Yeah, that would be called a "whopping lie."
Originally Posted by Prs2studio
From Create Digital Music:
"The Wall Street Journal [paywall] reports that the retailer’s largest creditor is in “advanced talks” with owner Bain Capital to take over the company. (That’s the same Bain Capital made famous by former Presidential hopeful Mitt Romney, yes.)One element in common: both companies saw aggressive growth plans curtailed at least partly by the economic crisis. Guitar Center ran into trouble shortly after acquisition by Bain in 2007, growing head-first into a slowing US retail economy. Eric Garland, a writer, consultant, and “future trend analyst,” has some harsh words for the music store on his blog on the “transformational economy”:
'I said that the debt-laden big box model was not built for the long term. I stand by my assessment. The events are playing out to make my point for me … In the mean time, you should think about the future of local retail – the kind that doesn’t end up billions in debt. It may have quite a future.'
That seems a fairly black-and-white view. The question is whether the chain’s debt problems owe to the big box model fundamentally, or to a growth plan unhinged from reality.

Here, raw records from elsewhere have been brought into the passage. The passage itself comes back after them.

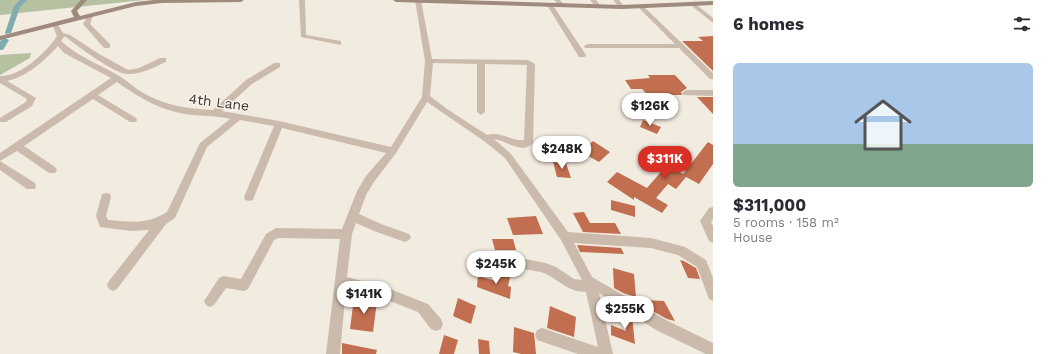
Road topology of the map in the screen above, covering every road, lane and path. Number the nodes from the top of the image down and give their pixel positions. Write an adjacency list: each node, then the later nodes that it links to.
1 (84, 0): 21 (main road)
2 (241, 0): 20 (main road)
3 (302, 0): 26 (street)
4 (396, 0): 5 (main road)
5 (418, 0): 10 (main road); 32 (street)
6 (557, 0): 16 (street)
7 (593, 0): 17 (street)
8 (616, 0): 18 (street)
9 (670, 0): 14 (street)
10 (448, 1): 11 (main road)
11 (472, 2): 13 (main road)
12 (713, 3): 15 (main road)
13 (550, 5): 16 (main road); 30 (street)
14 (675, 5): 15 (main road); 19 (main road)
15 (694, 5): 22 (street)
16 (562, 6): 17 (main road)
17 (598, 6): 18 (main road)
18 (622, 7): 19 (main road)
19 (641, 7): 29 (street)
20 (90, 16): 21 (main road); 27 (street)
21 (78, 18): 23 (main road)
22 (713, 21)
23 (55, 24): 24 (main road); 25 (street)
24 (0, 38)
25 (59, 38): 31 (street); 36 (street, 4th Lane); 37 (street)
26 (338, 43)
27 (107, 46)
28 (588, 46): 29 (street)
29 (681, 46): 35 (street)
30 (582, 55)
31 (163, 60)
32 (429, 60): 33 (street); 41 (street)
33 (481, 62): 42 (street); 48 (street)
34 (277, 65): 43 (street)
35 (713, 77)
36 (117, 78): 40 (street); 43 (street, 4th Lane)
37 (0, 79): 45 (street)
38 (686, 93): 39 (street)
39 (713, 93)
40 (93, 95): 46 (street); 49 (street)
41 (426, 98): 48 (street); 50 (street)
42 (481, 112)
43 (215, 113): 44 (street, 4th Lane)
44 (239, 116): 47 (street, 4th Lane); 59 (street)
45 (3, 120)
46 (133, 120)
47 (279, 124): 50 (street, 4th Lane); 55 (street)
48 (487, 139): 62 (street)
49 (18, 146): 51 (street); 53 (street)
50 (393, 151): 58 (street)
51 (0, 158)
52 (0, 165): 54 (street)
53 (52, 170)
54 (31, 186)
55 (249, 196)
56 (106, 197): 59 (street)
57 (713, 211): 63 (street)
58 (352, 216): 60 (street); 61 (street)
59 (160, 223): 66 (street)
60 (346, 234): 65 (street); 69 (street)
61 (405, 237)
62 (565, 237): 67 (street); 68 (street)
63 (713, 238)
64 (525, 264): 67 (street)
65 (341, 281): 70 (street); 73 (street)
66 (114, 284)
67 (590, 284): 72 (street); 75 (street)
68 (713, 295)
69 (210, 301)
70 (436, 324)
71 (542, 335): 74 (street)
72 (713, 350)
73 (333, 354)
74 (598, 354)
75 (606, 354)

Here’s the situation. Guitar Center has amassed some US$1.6 billion in debt, “much of it stemming from Bain’s $2.1 billion leveraged buyout of the company in 2007,” according to the Wall Street Journal. The talks would convert that debt into ownership by the creditor.
Note the numbers there. A large portion of the debt in Guitar Center came from the original, highly-leveraged buyout. In other words, you may be able to draw more conclusions about Bain from what’s happened than you would about the music instruments industry or big box retail in general.
There could be serious implications for music manufacturers, anyway, particularly the titular guitar makers. The big box format means accumulating lots of inventory, and that inventory means revenue for makers. Guitar Center is such a market force that it could pass its own financial woes onto those makers, exacting leaner margins. Then again, it was presumably doing that already."
The word I've heard - and it may or may not be true - is that companies like Mesa don't want that risk, and pulled the plug, which is why GC no longer carries their gear.